InCoM在ManiSkill-HAB的三个场景中取得了显著的性能提升,成功率分别超过了现有最先进方法28.2%、26.1%和23.6%。这些结果表明,InCoM在全身移动操作方面具有强大的有效性,并且能够在复杂的环境中实现鲁棒的感知和控制。

🎯 应用场景

InCoM框架具有广泛的应用前景,可用于家庭服务机器人、工业自动化、医疗辅助等领域。例如,在家庭环境中,机器人可以利用InCoM框架实现更灵活的物品抓取和放置;在工业环境中,机器人可以利用InCoM框架完成更复杂的装配任务。该研究的突破将推动机器人技术在实际场景中的应用。

📄 摘要(原文)

Whole-body mobile manipulation is a fundamental capability for general-purpose robotic agents, requiring both coordinated control of the mobile base and manipulator and robust perception under dynamically changing viewpoints. However, existing approaches face two key challenges: strong coupling between base and arm actions complicates whole-body control optimization, and perceptual attention is often poorly allocated as viewpoints shift during mobile manipulation. We propose InCoM, an intent-driven perception and structured coordination framework for whole-body mobile manipulation. InCoM infers latent motion intent to dynamically reweight multi-scale perceptual features, enabling stage-adaptive allocation of perceptual attention.
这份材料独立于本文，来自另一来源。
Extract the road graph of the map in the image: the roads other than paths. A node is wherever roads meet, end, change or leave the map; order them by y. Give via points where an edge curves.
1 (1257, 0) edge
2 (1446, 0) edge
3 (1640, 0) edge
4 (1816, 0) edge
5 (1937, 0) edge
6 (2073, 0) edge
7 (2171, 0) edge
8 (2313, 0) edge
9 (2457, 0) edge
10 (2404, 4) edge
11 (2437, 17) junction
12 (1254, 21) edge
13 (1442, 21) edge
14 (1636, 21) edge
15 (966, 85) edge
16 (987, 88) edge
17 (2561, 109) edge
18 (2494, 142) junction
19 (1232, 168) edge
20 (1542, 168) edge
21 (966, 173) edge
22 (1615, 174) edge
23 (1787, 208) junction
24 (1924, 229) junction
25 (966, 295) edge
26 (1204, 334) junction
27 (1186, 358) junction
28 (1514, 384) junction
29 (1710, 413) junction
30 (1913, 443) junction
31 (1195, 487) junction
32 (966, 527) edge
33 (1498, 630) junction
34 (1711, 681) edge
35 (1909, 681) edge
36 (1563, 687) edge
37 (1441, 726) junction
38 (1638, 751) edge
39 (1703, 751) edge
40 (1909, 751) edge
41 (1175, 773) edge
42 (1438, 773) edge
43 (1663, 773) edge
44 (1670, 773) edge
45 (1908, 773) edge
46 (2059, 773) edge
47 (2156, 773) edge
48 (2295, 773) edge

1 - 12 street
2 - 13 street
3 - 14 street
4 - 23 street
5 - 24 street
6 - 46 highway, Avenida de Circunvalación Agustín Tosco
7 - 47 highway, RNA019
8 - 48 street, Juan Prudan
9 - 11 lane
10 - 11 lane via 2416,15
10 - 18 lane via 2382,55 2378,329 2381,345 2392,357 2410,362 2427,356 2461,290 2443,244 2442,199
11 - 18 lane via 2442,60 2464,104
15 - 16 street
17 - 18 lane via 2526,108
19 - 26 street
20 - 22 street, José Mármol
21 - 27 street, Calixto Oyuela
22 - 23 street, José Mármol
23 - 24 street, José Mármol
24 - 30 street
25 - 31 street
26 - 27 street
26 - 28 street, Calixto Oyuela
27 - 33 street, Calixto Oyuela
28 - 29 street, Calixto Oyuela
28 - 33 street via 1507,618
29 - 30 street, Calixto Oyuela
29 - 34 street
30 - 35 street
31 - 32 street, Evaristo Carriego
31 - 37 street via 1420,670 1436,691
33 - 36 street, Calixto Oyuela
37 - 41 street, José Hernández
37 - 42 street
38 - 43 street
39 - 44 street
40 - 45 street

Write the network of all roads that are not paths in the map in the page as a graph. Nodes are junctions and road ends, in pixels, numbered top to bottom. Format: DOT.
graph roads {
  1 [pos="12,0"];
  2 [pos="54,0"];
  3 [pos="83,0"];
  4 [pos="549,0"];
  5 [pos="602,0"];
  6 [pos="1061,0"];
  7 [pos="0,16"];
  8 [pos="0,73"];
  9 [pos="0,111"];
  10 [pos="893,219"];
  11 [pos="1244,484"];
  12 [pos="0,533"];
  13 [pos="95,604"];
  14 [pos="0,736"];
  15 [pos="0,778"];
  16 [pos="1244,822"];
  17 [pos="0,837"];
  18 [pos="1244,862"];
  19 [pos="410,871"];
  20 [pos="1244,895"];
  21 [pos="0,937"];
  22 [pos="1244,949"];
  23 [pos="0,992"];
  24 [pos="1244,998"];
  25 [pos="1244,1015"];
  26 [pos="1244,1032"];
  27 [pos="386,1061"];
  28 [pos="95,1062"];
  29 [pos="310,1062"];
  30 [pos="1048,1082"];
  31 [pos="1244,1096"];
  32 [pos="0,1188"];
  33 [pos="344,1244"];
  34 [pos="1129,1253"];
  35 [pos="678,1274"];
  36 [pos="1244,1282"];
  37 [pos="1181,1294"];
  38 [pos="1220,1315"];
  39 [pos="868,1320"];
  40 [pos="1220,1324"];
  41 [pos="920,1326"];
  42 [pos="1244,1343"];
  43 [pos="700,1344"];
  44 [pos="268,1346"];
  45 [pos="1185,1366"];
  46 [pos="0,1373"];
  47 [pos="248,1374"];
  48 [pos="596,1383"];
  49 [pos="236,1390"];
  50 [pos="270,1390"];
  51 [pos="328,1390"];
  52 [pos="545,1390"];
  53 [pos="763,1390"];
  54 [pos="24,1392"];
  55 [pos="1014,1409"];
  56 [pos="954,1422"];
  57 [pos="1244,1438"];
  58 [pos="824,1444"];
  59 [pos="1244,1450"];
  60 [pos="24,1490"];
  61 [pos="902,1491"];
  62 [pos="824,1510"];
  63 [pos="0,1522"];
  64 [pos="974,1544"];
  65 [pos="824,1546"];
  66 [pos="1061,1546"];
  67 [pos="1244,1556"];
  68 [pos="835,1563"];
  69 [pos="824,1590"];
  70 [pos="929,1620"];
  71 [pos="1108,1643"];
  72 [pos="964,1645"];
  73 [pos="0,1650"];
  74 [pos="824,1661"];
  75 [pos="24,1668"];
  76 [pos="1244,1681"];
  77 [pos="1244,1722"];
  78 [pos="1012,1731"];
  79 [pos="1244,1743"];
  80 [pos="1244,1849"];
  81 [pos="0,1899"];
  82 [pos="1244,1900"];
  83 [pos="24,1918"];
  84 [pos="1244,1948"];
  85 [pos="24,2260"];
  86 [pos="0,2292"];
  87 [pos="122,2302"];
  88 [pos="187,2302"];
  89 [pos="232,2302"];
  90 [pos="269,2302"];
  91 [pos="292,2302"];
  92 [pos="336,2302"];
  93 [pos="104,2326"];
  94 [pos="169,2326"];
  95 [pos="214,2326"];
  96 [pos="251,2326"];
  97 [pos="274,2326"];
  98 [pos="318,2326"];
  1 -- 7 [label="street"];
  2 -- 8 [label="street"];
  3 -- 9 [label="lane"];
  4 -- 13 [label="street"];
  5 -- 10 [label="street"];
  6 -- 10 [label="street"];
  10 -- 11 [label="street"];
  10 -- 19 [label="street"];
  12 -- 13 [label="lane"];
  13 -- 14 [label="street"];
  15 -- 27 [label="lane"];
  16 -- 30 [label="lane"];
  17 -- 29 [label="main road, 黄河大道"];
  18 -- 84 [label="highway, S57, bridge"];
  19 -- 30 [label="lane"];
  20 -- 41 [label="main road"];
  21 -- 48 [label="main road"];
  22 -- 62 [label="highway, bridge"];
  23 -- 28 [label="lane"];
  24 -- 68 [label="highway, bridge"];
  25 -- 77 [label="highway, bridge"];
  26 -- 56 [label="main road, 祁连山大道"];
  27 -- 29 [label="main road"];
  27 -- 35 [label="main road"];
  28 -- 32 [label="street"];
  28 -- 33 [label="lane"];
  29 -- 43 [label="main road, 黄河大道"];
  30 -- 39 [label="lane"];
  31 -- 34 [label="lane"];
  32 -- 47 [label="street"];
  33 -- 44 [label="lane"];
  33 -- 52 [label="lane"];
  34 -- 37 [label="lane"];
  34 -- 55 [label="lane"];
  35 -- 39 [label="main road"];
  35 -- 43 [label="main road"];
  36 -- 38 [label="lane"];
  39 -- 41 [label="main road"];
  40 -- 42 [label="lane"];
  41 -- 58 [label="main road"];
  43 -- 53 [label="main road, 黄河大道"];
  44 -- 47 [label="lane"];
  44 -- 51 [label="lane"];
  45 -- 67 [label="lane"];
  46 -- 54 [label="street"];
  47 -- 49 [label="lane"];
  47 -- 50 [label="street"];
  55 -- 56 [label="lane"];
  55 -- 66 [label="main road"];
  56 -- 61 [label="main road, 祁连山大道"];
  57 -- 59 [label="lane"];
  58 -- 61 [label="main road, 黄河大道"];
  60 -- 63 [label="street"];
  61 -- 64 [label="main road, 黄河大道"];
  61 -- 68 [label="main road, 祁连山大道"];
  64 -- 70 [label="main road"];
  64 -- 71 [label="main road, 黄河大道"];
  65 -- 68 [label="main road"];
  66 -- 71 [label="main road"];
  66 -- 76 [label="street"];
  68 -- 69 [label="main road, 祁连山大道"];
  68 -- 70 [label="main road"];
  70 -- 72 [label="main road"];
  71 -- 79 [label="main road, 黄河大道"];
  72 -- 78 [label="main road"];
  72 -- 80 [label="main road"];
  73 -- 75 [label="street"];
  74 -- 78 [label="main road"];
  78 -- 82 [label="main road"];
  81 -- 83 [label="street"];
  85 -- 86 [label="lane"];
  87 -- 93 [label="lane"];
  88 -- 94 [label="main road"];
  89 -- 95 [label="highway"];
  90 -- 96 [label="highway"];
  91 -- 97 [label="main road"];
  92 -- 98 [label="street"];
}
To support robust cross-modal perception, InCoM further incorporates a geometric-semantic structured alignment mechanism that enhances multimodal correspondence. On the control side, we design a decoupled coordinated flow matching action decoder that explicitly models coordinated base-arm action generation, alleviating optimization difficulties caused by control coupling. Without access to privileged perceptual information, InCoM outperforms state-of-the-art methods on three ManiSkill-HAB scenarios by 28.2%, 26.1%, and 23.6% in success rate, demonstrating strong effectiveness for whole-body mobile manipulation.